**TASK STATEMENT:** For the string "North", find every matching line in the records and copy it.
───── PROVIDED ENTRIES ─────
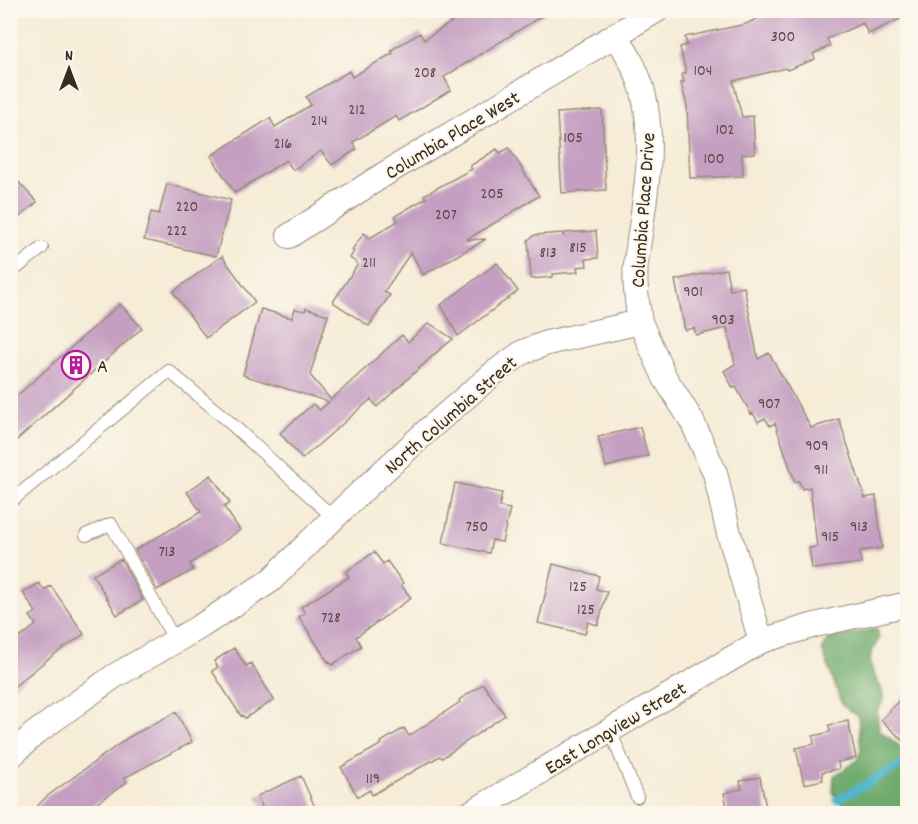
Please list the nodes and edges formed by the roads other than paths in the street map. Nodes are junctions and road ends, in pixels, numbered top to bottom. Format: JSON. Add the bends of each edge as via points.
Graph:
{"nodes":[{"id":1,"x":657,"y":10,"type":"edge"},
{"id":2,"x":616,"y":34,"type":"junction"},
{"id":3,"x":289,"y":236,"type":"dead end"},
{"id":4,"x":42,"y":248,"type":"dead end"},
{"id":5,"x":10,"y":273,"type":"edge"},
{"id":6,"x":639,"y":322,"type":"junction"},
{"id":7,"x":10,"y":502,"type":"edge"},
{"id":8,"x":334,"y":518,"type":"junction"},
{"id":9,"x":86,"y":535,"type":"dead end"},
{"id":10,"x":908,"y":603,"type":"edge"},
{"id":11,"x":175,"y":641,"type":"junction"},
{"id":12,"x":761,"y":641,"type":"junction"},
{"id":13,"x":610,"y":730,"type":"junction"},
{"id":14,"x":10,"y":757,"type":"edge"},
{"id":15,"x":637,"y":797,"type":"dead end"},
{"id":16,"x":469,"y":813,"type":"edge"}],
"edges":[{"from":1,"to":2,"type":"street","name":"Columbia Place West"},
{"from":2,"to":3,"type":"street","name":"Columbia Place West"},
{"from":2,"to":6,"type":"street","name":"Columbia Place Drive","via":[[643,91],[647,123],[645,207],[636,263]]},
{"from":4,"to":5,"type":"lane"},
{"from":6,"to":8,"type":"street","name":"North Columbia Street","via":[[547,342],[523,352],[438,421]]},
{"from":6,"to":12,"type":"street","via":[[715,473]]},
{"from":7,"to":8,"type":"lane","via":[[169,371]]},
{"from":8,"to":11,"type":"street","name":"North Columbia Street","via":[[270,581]]},
{"from":9,"to":11,"type":"lane","via":[[111,524]]},
{"from":10,"to":12,"type":"street","name":"East Longview Street"},
{"from":11,"to":14,"type":"street","name":"North Columbia Street","via":[[113,677],[33,734]]},
{"from":12,"to":13,"type":"street","name":"East Longview Street"},
{"from":13,"to":15,"type":"lane"},
{"from":13,"to":16,"type":"street","name":"East Longview Street"}]}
─────
**EXERCISE RESPONSE:**
{"from":6,"to":8,"type":"street","name":"North Columbia Street","via":[[547,342],[523,352],[438,421]]},
{"from":8,"to":11,"type":"street","name":"North Columbia Street","via":[[270,581]]},
{"from":11,"to":14,"type":"street","name":"North Columbia Street","via":[[113,677],[33,734]]},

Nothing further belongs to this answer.